======== Information

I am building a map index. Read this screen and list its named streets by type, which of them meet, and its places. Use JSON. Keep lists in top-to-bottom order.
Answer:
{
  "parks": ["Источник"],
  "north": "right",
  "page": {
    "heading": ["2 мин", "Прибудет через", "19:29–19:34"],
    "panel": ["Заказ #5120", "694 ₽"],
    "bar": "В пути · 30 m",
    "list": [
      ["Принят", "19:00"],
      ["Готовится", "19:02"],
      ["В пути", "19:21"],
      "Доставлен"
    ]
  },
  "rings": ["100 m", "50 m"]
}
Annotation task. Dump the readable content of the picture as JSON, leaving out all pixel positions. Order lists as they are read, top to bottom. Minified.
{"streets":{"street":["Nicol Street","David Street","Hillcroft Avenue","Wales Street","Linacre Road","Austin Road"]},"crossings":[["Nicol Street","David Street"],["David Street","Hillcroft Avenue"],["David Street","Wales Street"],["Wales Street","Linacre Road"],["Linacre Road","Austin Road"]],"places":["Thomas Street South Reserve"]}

================
======== Information

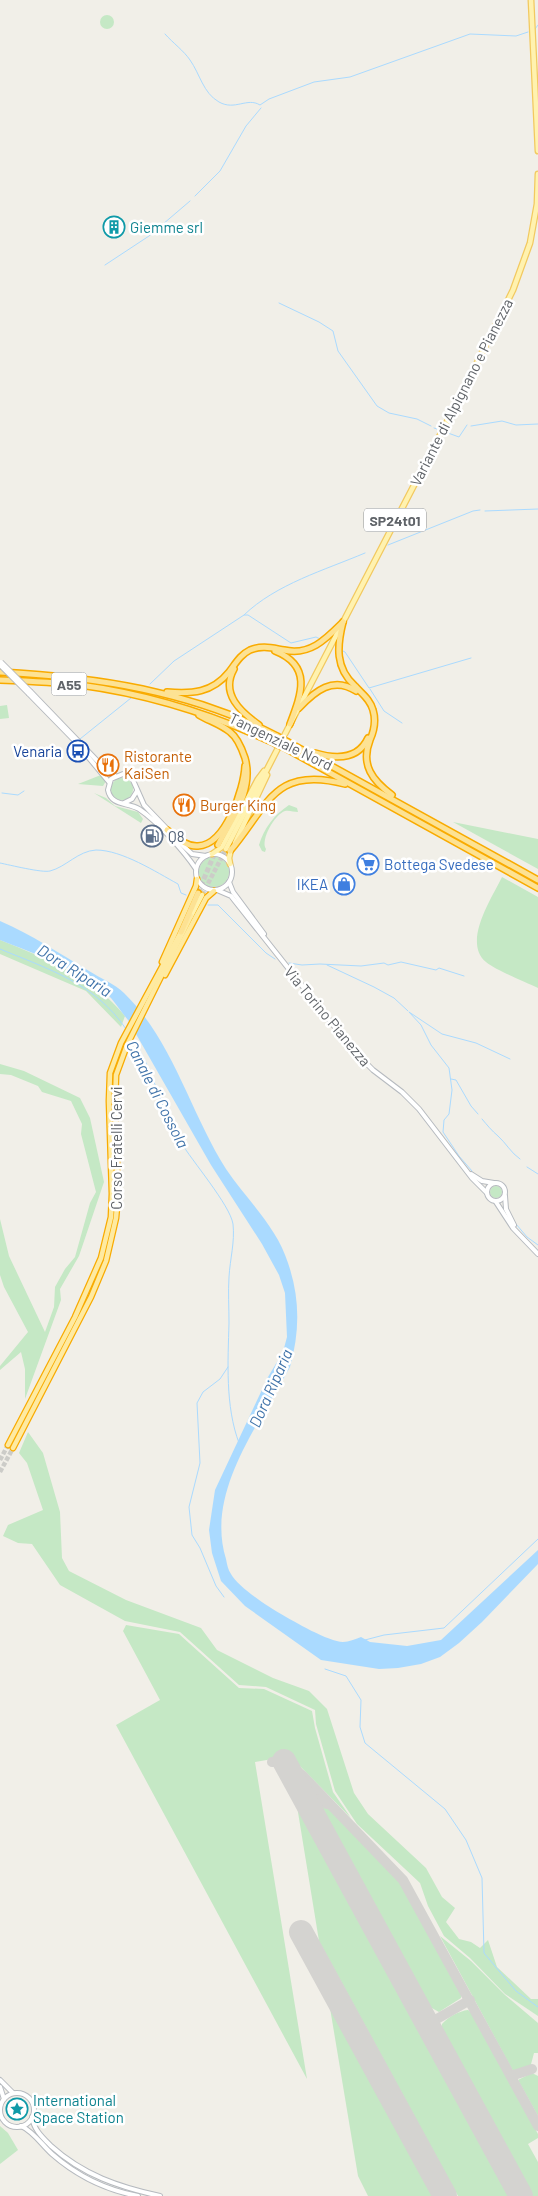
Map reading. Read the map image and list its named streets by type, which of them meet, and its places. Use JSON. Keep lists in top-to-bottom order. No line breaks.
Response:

================

:: Your objective ::
Your answer should be each line from the preceding material in which the word "type" occurs.

:: Solution to this task ::
I am building a map index. Read this screen and list its named streets by type, which of them meet, and its places. Use JSON. Keep lists in top-to-bottom order.
Map reading. Read the map image and list its named streets by type, which of them meet, and its places. Use JSON. Keep lists in top-to-bottom order. No line breaks.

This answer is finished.